Task instructions: Write out the full set of records exactly. Any pictures in them do not belong in the copy.

Extracted entries:
※ ※ ※

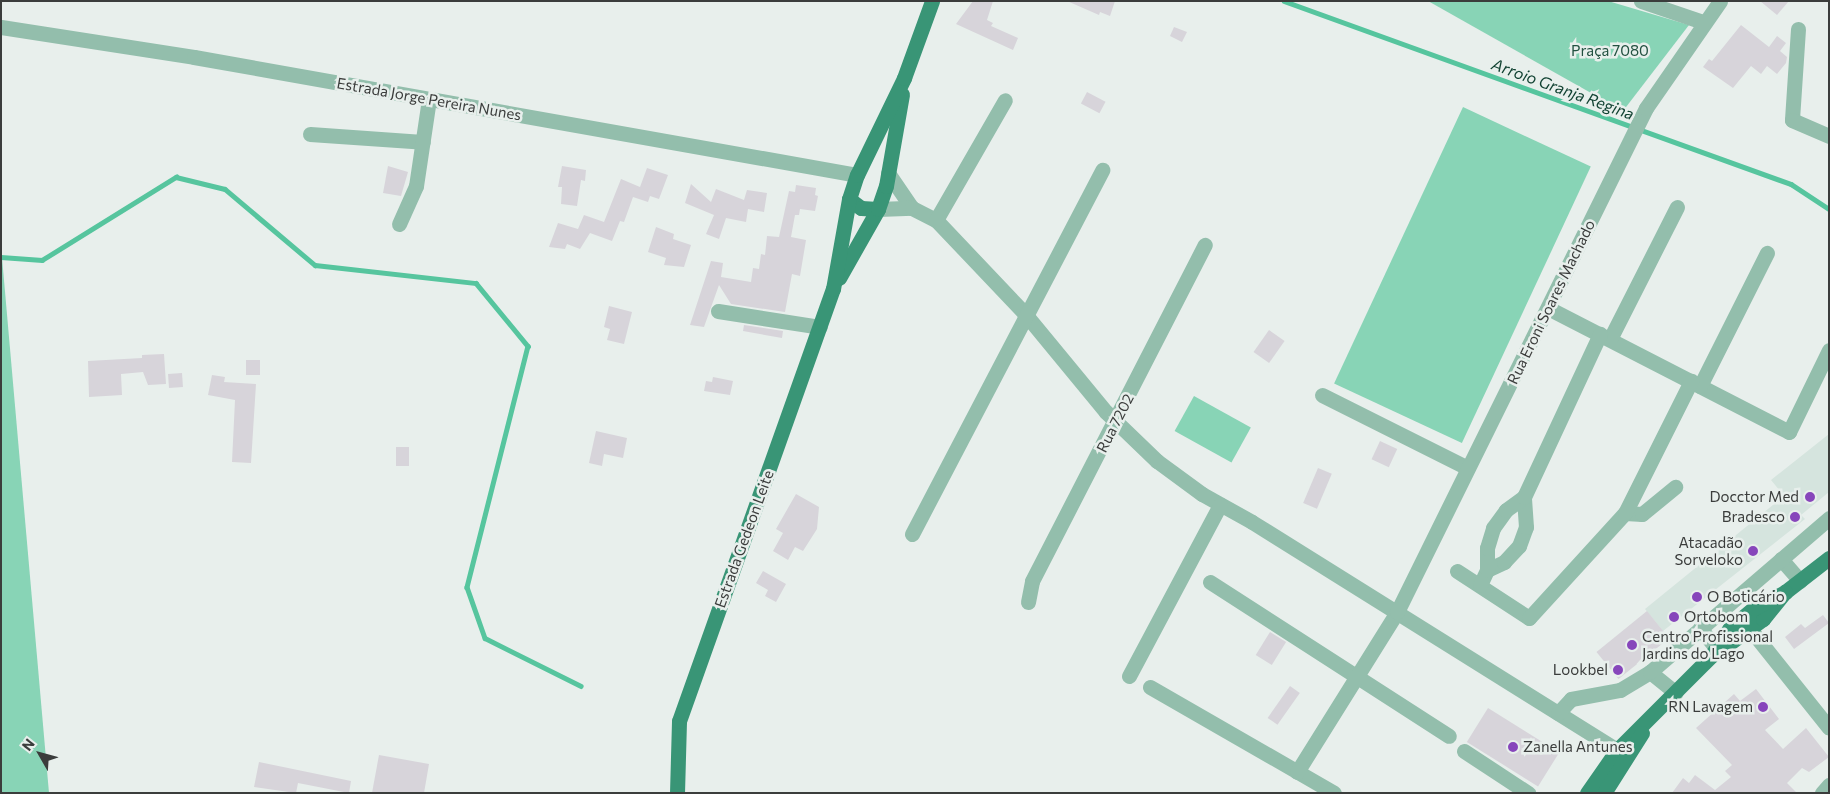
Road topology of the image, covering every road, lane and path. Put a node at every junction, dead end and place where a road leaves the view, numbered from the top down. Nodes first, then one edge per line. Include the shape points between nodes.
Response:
1 (932, 1) edge
2 (1641, 1) edge
3 (1720, 1) edge
4 (1703, 22) junction
5 (1, 27) edge
6 (1798, 29) dead end
7 (904, 78) junction
8 (429, 98) junction
9 (1005, 100) dead end
10 (310, 134) dead end
11 (1829, 136) edge
12 (423, 142) junction
13 (866, 158) junction
14 (1102, 170) dead end
15 (888, 172) junction
16 (857, 175) junction
17 (848, 199) junction
18 (1677, 207) dead end
19 (912, 208) junction
20 (878, 209) junction
21 (936, 220) junction
22 (399, 224) dead end
23 (1205, 245) dead end
24 (1767, 253) dead end
25 (833, 289) junction
26 (1548, 308) junction
27 (718, 311) dead end
28 (1026, 315) junction
29 (820, 327) junction
30 (1605, 337) junction
31 (1829, 350) edge
32 (1696, 384) junction
33 (1322, 395) dead end
34 (1116, 422) junction
35 (1468, 468) junction
36 (1675, 487) dead end
37 (1524, 497) junction
38 (1220, 505) junction
39 (1625, 512) junction
40 (1829, 518) edge
41 (912, 534) dead end
42 (1829, 558) edge
43 (1781, 559) junction
44 (1457, 570) dead end
45 (1487, 570) junction
46 (1800, 581) junction
47 (1210, 582) dead end
48 (1480, 585) junction
49 (1737, 596) junction
50 (1028, 602) dead end
51 (1397, 612) junction
52 (1748, 620) junction
53 (1700, 628) junction
54 (1714, 652) junction
55 (1650, 672) junction
56 (1129, 676) dead end
57 (1357, 677) junction
58 (1150, 687) dead end
59 (1676, 693) junction
60 (1558, 713) junction
61 (1829, 728) edge
62 (1449, 736) dead end
63 (1464, 751) dead end
64 (1622, 754) junction
65 (1297, 772) junction
66 (1829, 785) edge
67 (677, 793) edge
68 (1334, 793) edge
69 (1528, 793) edge
70 (1587, 793) edge
71 (1604, 793) edge
72 (1822, 793) edge

1 - 7 main road, Estrada Gedeon Leite
2 - 4 street
3 - 4 street, Rua Eroni Soares Machado
4 - 26 street, Rua Eroni Soares Machado via 1646,108
5 - 8 street, Estrada Jorge Pereira Nunes
6 - 11 street via 1792,120
7 - 13 main road, Estrada Gedeon Leite
7 - 15 main road, Estrada Gedeon Leite
8 - 12 street
8 - 16 street, Estrada Jorge Pereira Nunes
9 - 21 street
10 - 12 street
12 - 22 street via 416,186
13 - 15 main road via 875,158
13 - 16 main road, Estrada Gedeon Leite
14 - 28 street
15 - 19 street
15 - 20 main road, Estrada Gedeon Leite
16 - 17 main road, Estrada Gedeon Leite
17 - 20 main road via 861,208
17 - 25 main road, Estrada Gedeon Leite
18 - 30 street
19 - 20 street
19 - 21 street
20 - 25 main road, Estrada Gedeon Leite
21 - 28 street
23 - 34 street, Rua 7202
24 - 32 street
25 - 29 main road, Estrada Gedeon Leite
26 - 30 street
26 - 35 street, Rua Eroni Soares Machado
27 - 29 street
28 - 34 street
28 - 41 street
29 - 67 main road, Estrada Gedeon Leite via 679,721
30 - 32 street
30 - 37 street
31 - 32 street via 1789,432
32 - 39 street
33 - 35 street
34 - 38 street via 1157,461
34 - 50 street, Rua 7202 via 1032,581
35 - 51 street, Rua Eroni Soares Machado
36 - 39 street via 1642,514
37 - 45 street via 1506,510 1493,528 1487,548
37 - 45 street via 1526,527 1519,546 1504,562
38 - 51 street
38 - 56 street
39 - 48 street via 1529,618
40 - 43 street
42 - 46 main road
43 - 46 street
43 - 49 street
44 - 48 street
45 - 48 street
46 - 52 main road
47 - 57 street
49 - 52 street
49 - 53 street
51 - 57 street, Rua Eroni Soares Machado
51 - 60 street
52 - 54 main road
52 - 61 street
53 - 54 street
53 - 55 street
54 - 59 main road
55 - 59 street
55 - 60 street via 1620,690 1571,699
57 - 62 street
57 - 65 street, Rua Eroni Soares Machado
58 - 65 street
59 - 64 main road
60 - 64 street
63 - 69 street
64 - 70 main road
64 - 71 main road
65 - 68 street
66 - 72 street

※ ※ ※

Result below:
Road topology of the image, covering every road, lane and path. Put a node at every junction, dead end and place where a road leaves the view, numbered from the top down. Nodes first, then one edge per line. Include the shape points between nodes.
Response:
1 (932, 1) edge
2 (1641, 1) edge
3 (1720, 1) edge
4 (1703, 22) junction
5 (1, 27) edge
6 (1798, 29) dead end
7 (904, 78) junction
8 (429, 98) junction
9 (1005, 100) dead end
10 (310, 134) dead end
11 (1829, 136) edge
12 (423, 142) junction
13 (866, 158) junction
14 (1102, 170) dead end
15 (888, 172) junction
16 (857, 175) junction
17 (848, 199) junction
18 (1677, 207) dead end
19 (912, 208) junction
20 (878, 209) junction
21 (936, 220) junction
22 (399, 224) dead end
23 (1205, 245) dead end
24 (1767, 253) dead end
25 (833, 289) junction
26 (1548, 308) junction
27 (718, 311) dead end
28 (1026, 315) junction
29 (820, 327) junction
30 (1605, 337) junction
31 (1829, 350) edge
32 (1696, 384) junction
33 (1322, 395) dead end
34 (1116, 422) junction
35 (1468, 468) junction
36 (1675, 487) dead end
37 (1524, 497) junction
38 (1220, 505) junction
39 (1625, 512) junction
40 (1829, 518) edge
41 (912, 534) dead end
42 (1829, 558) edge
43 (1781, 559) junction
44 (1457, 570) dead end
45 (1487, 570) junction
46 (1800, 581) junction
47 (1210, 582) dead end
48 (1480, 585) junction
49 (1737, 596) junction
50 (1028, 602) dead end
51 (1397, 612) junction
52 (1748, 620) junction
53 (1700, 628) junction
54 (1714, 652) junction
55 (1650, 672) junction
56 (1129, 676) dead end
57 (1357, 677) junction
58 (1150, 687) dead end
59 (1676, 693) junction
60 (1558, 713) junction
61 (1829, 728) edge
62 (1449, 736) dead end
63 (1464, 751) dead end
64 (1622, 754) junction
65 (1297, 772) junction
66 (1829, 785) edge
67 (677, 793) edge
68 (1334, 793) edge
69 (1528, 793) edge
70 (1587, 793) edge
71 (1604, 793) edge
72 (1822, 793) edge

1 - 7 main road, Estrada Gedeon Leite
2 - 4 street
3 - 4 street, Rua Eroni Soares Machado
4 - 26 street, Rua Eroni Soares Machado via 1646,108
5 - 8 street, Estrada Jorge Pereira Nunes
6 - 11 street via 1792,120
7 - 13 main road, Estrada Gedeon Leite
7 - 15 main road, Estrada Gedeon Leite
8 - 12 street
8 - 16 street, Estrada Jorge Pereira Nunes
9 - 21 street
10 - 12 street
12 - 22 street via 416,186
13 - 15 main road via 875,158
13 - 16 main road, Estrada Gedeon Leite
14 - 28 street
15 - 19 street
15 - 20 main road, Estrada Gedeon Leite
16 - 17 main road, Estrada Gedeon Leite
17 - 20 main road via 861,208
17 - 25 main road, Estrada Gedeon Leite
18 - 30 street
19 - 20 street
19 - 21 street
20 - 25 main road, Estrada Gedeon Leite
21 - 28 street
23 - 34 street, Rua 7202
24 - 32 street
25 - 29 main road, Estrada Gedeon Leite
26 - 30 street
26 - 35 street, Rua Eroni Soares Machado
27 - 29 street
28 - 34 street
28 - 41 street
29 - 67 main road, Estrada Gedeon Leite via 679,721
30 - 32 street
30 - 37 street
31 - 32 street via 1789,432
32 - 39 street
33 - 35 street
34 - 38 street via 1157,461
34 - 50 street, Rua 7202 via 1032,581
35 - 51 street, Rua Eroni Soares Machado
36 - 39 street via 1642,514
37 - 45 street via 1506,510 1493,528 1487,548
37 - 45 street via 1526,527 1519,546 1504,562
38 - 51 street
38 - 56 street
39 - 48 street via 1529,618
40 - 43 street
42 - 46 main road
43 - 46 street
43 - 49 street
44 - 48 street
45 - 48 street
46 - 52 main road
47 - 57 street
49 - 52 street
49 - 53 street
51 - 57 street, Rua Eroni Soares Machado
51 - 60 street
52 - 54 main road
52 - 61 street
53 - 54 street
53 - 55 street
54 - 59 main road
55 - 59 street
55 - 60 street via 1620,690 1571,699
57 - 62 street
57 - 65 street, Rua Eroni Soares Machado
58 - 65 street
59 - 64 main road
60 - 64 street
63 - 69 street
64 - 70 main road
64 - 71 main road
65 - 68 street
66 - 72 street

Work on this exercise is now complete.